Hodge argues that anyone who claims that man rather than God wrote the Bible is making "an absolute statement that reveals something extraordinary."

Actually, the reverse is true. This is a fact (or as he puts it, an absolute statement): there never was a book written on earth before man was here to write it. Every book penned since man arrived on the scene and developed written languages has been written by human hand. Therefore, the extraordinary statement would be that God wrote any book through man.

Now get a load of Hodge's twisted thinking:

It reveals that the person saying this is claiming to be transcendent! When one claims that God was not inspiring the human authors of the Bible, that person is claiming to be omniscient, omnipresent, and omnipotent!

He goes on to explain that the denier would need to be omniscient in order to refute God's claim to have inspired the Bible - and of course that old standby 2 Timothy 3:16 is called into service (more about that verse shortly); the denier would need to be omnipresent in order observe that God didn't aid the human authors; the denier would need to have been omnipotent in order to have prevented God from helping the human authors (talk about non sequiturs!).

Then Hodge delivers what he evidently believes to be the coup de grace:

So, the person making the claim that the Bible was written by men is claiming to be God; but these three attributes belong solely to God.

At this point I'm tempted to wonder if Mr. Hodge would be willing to admit that he needs to be God, with all the above attributes, in order to deny the divine inspiration of The Book Of Morman, the Qu 'ran, or any other religion's Scripture.

In his essay he deals with the question: what if someone claims that God inspired Shakespeare? A very easy strawman to knock over. He writes: "Nowhere did God self-authenticate Shakespeare’s writings as Scripture."

Okay. But again: what about the Scriptures of other religions that do claim to be divine?

What is sauce for the goose ought to be sauce for the gander, right?

Hodges makes the statement, without elaboration (other than a footnote to an article he wrote on the subject), that: "The canon is already sealed."

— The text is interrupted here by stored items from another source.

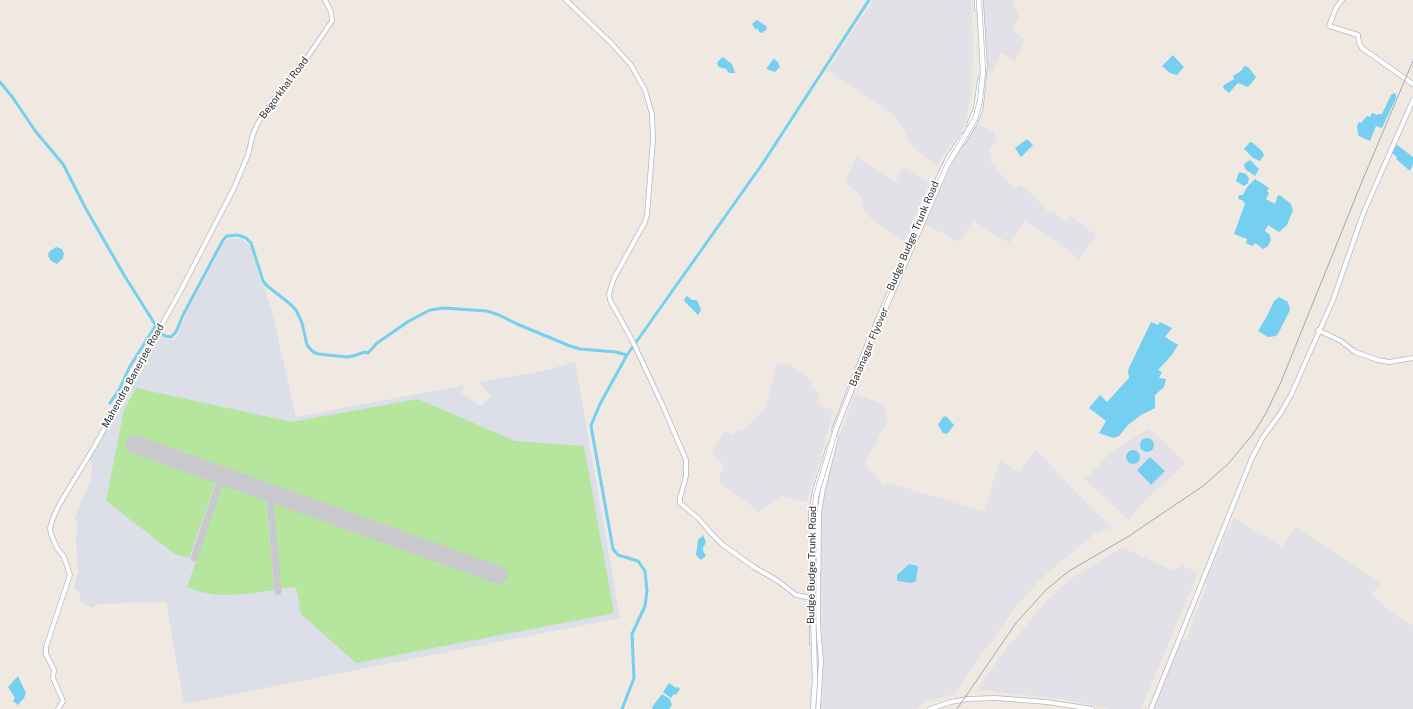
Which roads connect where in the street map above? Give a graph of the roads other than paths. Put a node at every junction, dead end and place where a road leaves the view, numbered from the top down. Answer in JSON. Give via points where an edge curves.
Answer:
{"nodes":[{"id":1,"x":325,"y":0,"type":"edge"},
{"id":2,"x":566,"y":0,"type":"edge"},
{"id":3,"x":979,"y":0,"type":"edge"},
{"id":4,"x":1342,"y":0,"type":"edge"},
{"id":5,"x":1413,"y":84,"type":"edge"},
{"id":6,"x":1413,"y":100,"type":"edge"},
{"id":7,"x":215,"y":223,"type":"joint"},
{"id":8,"x":1318,"y":330,"type":"junction"},
{"id":9,"x":1413,"y":358,"type":"edge"},
{"id":10,"x":810,"y":598,"type":"junction"},
{"id":11,"x":818,"y":598,"type":"junction"},
{"id":12,"x":58,"y":709,"type":"edge"},
{"id":13,"x":812,"y":709,"type":"edge"},
{"id":14,"x":818,"y":709,"type":"edge"},
{"id":15,"x":930,"y":709,"type":"edge"},
{"id":16,"x":1092,"y":709,"type":"edge"},
{"id":17,"x":1151,"y":709,"type":"edge"}],
"edges":[{"from":1,"to":7,"type":"street","name":"Begorkhal Road","via":[[332,21],[258,122],[236,185]]},
{"from":2,"to":10,"type":"street","via":[[631,65],[645,90],[652,114],[653,140],[647,215],[614,278],[609,294],[686,460],[686,476],[680,503],[723,544],[796,595]]},
{"from":3,"to":10,"type":"street","name":"Budge Budge Trunk Road","via":[[981,65],[976,108],[971,122],[937,180],[835,426],[812,502]]},
{"from":3,"to":11,"type":"street","name":"Budge Budge Trunk Road","via":[[986,66],[980,111],[974,126],[946,171],[838,430],[820,502]]},
{"from":3,"to":13,"type":"main road","name":"Batanagar Flyover","bridge":true,"via":[[983,71],[975,119],[947,166],[918,231],[843,411],[819,484],[813,529],[815,681]]},
{"from":4,"to":5,"type":"street","via":[[1329,26],[1356,33],[1362,48]]},
{"from":6,"to":8,"type":"street","via":[[1363,214],[1335,294]]},
{"from":7,"to":12,"type":"street","name":"Mahendra Banerjee Road","via":[[162,325],[59,505],[50,529],[70,575],[46,648],[46,654],[54,670],[53,678],[63,701]]},
{"from":8,"to":9,"type":"street","via":[[1341,341],[1355,352],[1378,360],[1389,362]]},
{"from":8,"to":17,"type":"street","via":[[1291,395],[1252,458]]},
{"from":10,"to":11,"type":"street"},
{"from":10,"to":13,"type":"street","name":"Budge Budge Trunk Road"},
{"from":11,"to":14,"type":"street","name":"Budge Budge Trunk Road","via":[[821,661]]},
{"from":15,"to":16,"type":"street","via":[[967,699],[996,698]]}]}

How do we know this? And just when was it supposedly closed? The average rank and file Christian has no idea that the 66 books which make up his Bible was the fruit of long debate and voting. The average Christian doesn't know that the earliest Canons contained books no longer recognized as Scripture, The Shepherd of Hermas being an example. He is not aware that some books were included only as "disputed" books - books that weren't universally recognized as inspired. Few, in fact, would be able to explain why Catholics have several more books in their Bible than do the protestants.

Now let's look at Hodge's proof text, 2 timothy 3:16:

All scripture is given by inspiration of God, and is profitable for doctrine, for reproof, for correction, for instruction in righteousness...

We are supposed to assume whenever a conservative theologian quotes this verse that Paul (the supposed writer) was speaking of the 66 books - the "sealed Canon" - which make up the protestant Bible.

The problem there is the fact that, according to those same conservative scholars, the verse above was penned in the mid-sixties A. D. Even conservatives don't argue that the Canon was closed at that point. For example, they generally date the Johannine epistles and the Apocalypse around the last decade of the first century. Jude's epistle is generally dated much after 2 Timothy.

My point is that Paul could not have been referring to what we today consider the New Testament (along with the Old Testament), because it was still in the process of being written. (Undoubtedly he was referring only to the sacred Jewish Scriptures, which was the Bible of the early church, and was quoted heavily in the New Testament writings, and which Jesus referred to as the Scriptures or the Law and the Prophets.) In other words, Hodge's prooftext is really a pretext and a very weak argument.

What really is at issue here is gullibility. We do not need to be omniscient, omnipotent, and omnipresent in order to doubt claims of divine inspiration for books. If that were so, we would have no choice but to accept every claim of divine inspiration.

And I know of no one that broadminded.